There is some irony in the fact that at the time when the European Union (“EU”) was approaching the culmination of arguably its greatest triumph (i.e. the creation of its “single market” on 1 January 1993) it was also grappling with its worst crisis (i.e. the fall out from the Danish “no” vote and so-called “petit oui” of the French in their respective Maastricht referenda in 1992). At the heart of both, was the issue of sovereignty and the extent to which the EU should and could replace national legislatures in regulating the lives of Europeans. In the run-up to the Danish vote, Jacques Delors, the then President of the European Commission, boasted that within a space of five years over 80% of all important legislative decisions would be taken in Brussels. The Danes fearful that their lives were about to be taken over by “faceless Eurocrats” voted for an end to the drain of national sovereignty to what was perceived by many, both inside and outside Denmark, as becoming some vast and unruly EU “Super State”. From that momentous rejection of unfettered European integration a lengthy and heated debate about “subsidiarity” (i.e. the dividing line between the delegated power of the EU and the inherent power of the EU’s Member Sates to legislate) was born.

In no area of EU policy-making has this particular “turf war” been more profoundly felt than the environment. This article examines: (i) the history of “subsidiarity”; (ii) the solutions adopted; and (iii) how these have been applied in practice.


A. HISTORY

When the European Economic Community (“EEC”) was first established in 1957 after the Second World War the founding treaty, the Treaty of Rome, contained no provision which clearly established the division of powers between the EEC and the Member States. This was not a problem that was seriously addressed until the EEC became the EU following amendments made to the Treaty of Rome by the Maastricht Treaty, which entered into force in November 1993 (“EU Treaty”).

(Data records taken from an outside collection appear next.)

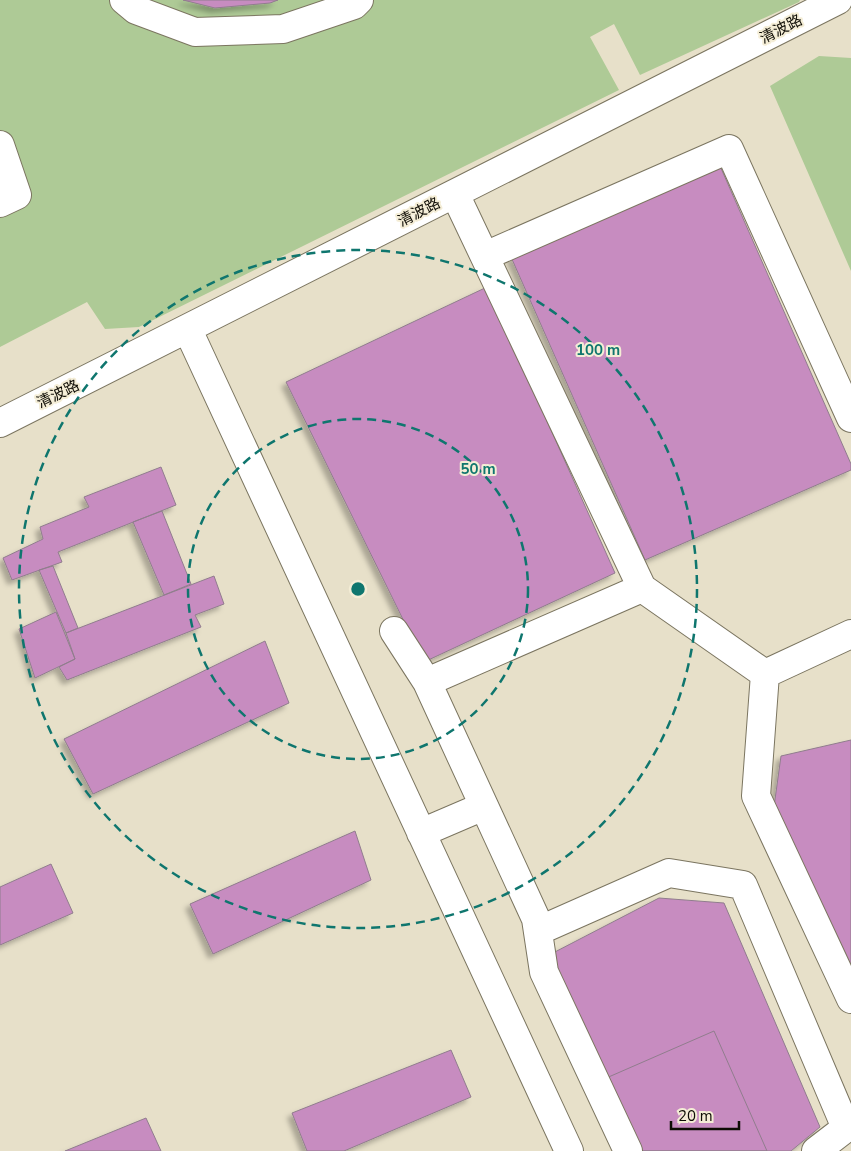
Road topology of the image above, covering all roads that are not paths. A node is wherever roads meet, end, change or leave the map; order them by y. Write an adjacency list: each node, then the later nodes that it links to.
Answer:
1 (124, 0): 2 (street)
2 (359, 0)
3 (838, 0): 5 (street, 清波路)
4 (0, 145): 6 (street)
5 (456, 194): 7 (street); 8 (street, 清波路)
6 (0, 203)
7 (485, 256): 9 (street); 11 (street)
8 (188, 330): 10 (street, 清波路); 17 (street)
9 (851, 418)
10 (0, 423)
11 (642, 588): 14 (street); 15 (street)
12 (394, 631): 15 (street)
13 (851, 634): 14 (street)
14 (765, 674): 19 (street)
15 (427, 682): 16 (street)
16 (484, 806): 17 (street); 18 (street)
17 (421, 833): 20 (street)
18 (538, 931): 21 (street); 22 (street)
19 (851, 999)
20 (569, 1151)
21 (628, 1151)
22 (816, 1151)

Although the principle of “subsidiarity” had already been, incorporated into particular parts of the EEC Treaty prior to Maastricht, including, most notably, the environment 1 , it was the Maastricht Treaty that gave it the elevated status of a general principle of EU law. At the time, it was a principle that everyone seemed to know about, but no one appeared to be able to define – at least in a manner that everyone could agree with 2.

Article 5 of the EU Treaty sets out the principle thus:

“In areas which do not fall within its exclusive competence, the [EU] shall take action, in accordance with the principle of ‘subsidiarity’, only if and insofar as the objectives of the proposed action cannot be sufficiently achieved by the Member State and can therefore, by reason of the scale or effects of the Proposed action, be better achieved by the [EU].”

The Danish vote forced the EU institutions to seek to add some “flesh” to the “bones” of the general principle. In the absence of a clearly defined list of matters to which the principle was to be applied and also in the absence of a decision-making mechanism for its application, the Member States, at the Lisbon Summit in June 1992, called on the Commission and the EU Council to look into the issue.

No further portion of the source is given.